Les granules de bois qui chauffent le collège Paul Emile Victor   • Vidauban

Le Conseil général du Var, qui est en charge de la construction, de la rénovation et de l’entretien des collèges, a supprimé le chauffage au fioul dans les collèges varois dans le but de préserver l’environnement, de limiter l’émission de gaz à effet de serre, de réduire le coût de l’énergie et enfin pour assurer un meilleur confort aux collégiens, professeurs et personnels des collèges.

Le Conseil général du Var modernise les installations de chauffage et équipe les collèges de chaudières à bois couplées à des chaudières à gaz naturel ou au GPL lorsque le raccordement au gaz naturel n’est pas possible. Les plaquettes de bois utilisées proviennent de la forêt varoise, ce qui limite les transports : ainsi plus de 10 000 euros sont économisés par an et par collège.

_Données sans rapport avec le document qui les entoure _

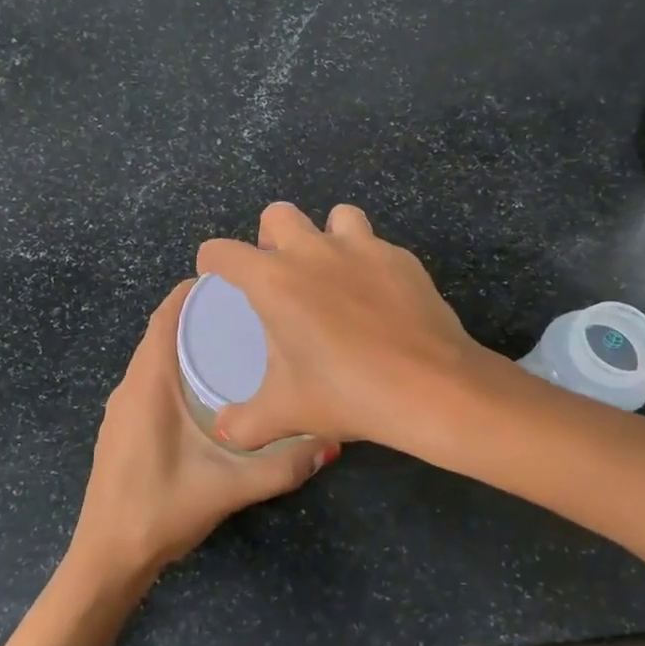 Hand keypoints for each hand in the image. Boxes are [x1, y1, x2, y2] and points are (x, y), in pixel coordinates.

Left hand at [70, 280, 336, 584]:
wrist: (107, 558)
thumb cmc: (161, 510)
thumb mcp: (229, 487)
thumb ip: (283, 466)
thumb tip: (332, 441)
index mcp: (148, 385)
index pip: (166, 318)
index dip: (194, 292)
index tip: (236, 282)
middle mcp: (130, 386)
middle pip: (163, 333)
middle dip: (202, 316)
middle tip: (252, 312)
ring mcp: (122, 408)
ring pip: (156, 358)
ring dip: (190, 343)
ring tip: (240, 342)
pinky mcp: (123, 427)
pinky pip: (151, 380)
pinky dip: (179, 369)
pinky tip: (212, 388)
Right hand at [196, 202, 487, 452]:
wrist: (432, 388)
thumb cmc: (347, 393)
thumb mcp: (286, 413)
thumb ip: (245, 423)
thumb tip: (225, 432)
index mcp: (274, 281)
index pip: (223, 252)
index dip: (212, 261)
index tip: (216, 276)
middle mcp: (314, 251)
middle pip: (278, 214)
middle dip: (271, 237)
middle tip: (280, 275)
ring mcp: (363, 248)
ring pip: (336, 216)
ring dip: (326, 236)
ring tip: (333, 275)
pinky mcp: (402, 258)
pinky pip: (376, 246)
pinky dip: (369, 263)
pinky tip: (377, 299)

Dans certains collèges, des panneaux photovoltaïques ont été installés sur les toits pour permettre de produire de l’électricité grâce à l’énergie solaire (appelée aussi électricité verte) : les toits des collèges deviennent productifs !
En effet, 1450 m2 de panneaux solaires photovoltaïques ont été installés cet été sur le toit du collège Paul Cézanne à Brignoles.
Ce collège a fait l’objet d’un accord avec GDF Suez pour la production d’électricité. C’est également le cas du collège Léonard de Vinci à Montauroux et du collège Marie Mauron à Fayence.

Panneaux photovoltaïques au collège Paul Cézanne

Les équipements sont totalement financés par GDF Suez, qui assure également la construction et l’exploitation, et n’engendrent pas de frais du Département pour l’implantation de ces centrales photovoltaïques en toiture.

L’électricité produite, estimée entre 220 à 310 Mégawatts-heure, revendue à ERDF et réinjectée dans le réseau, pourra être utilisée lors des pointes de consommation. (Un collège moyen consomme environ 200 Mégawatts-heure par an pour ses besoins en informatique, machines et éclairage).

Cette démarche est tout à fait intégrée dans l’Agenda 21 des établissements et permet de sensibiliser les jeunes aux impératifs énergétiques.

Elle tient compte des objectifs fixés par le Grenelle de l’Environnement qui souhaite atteindre 23 % d’énergies renouvelables d’ici 2020.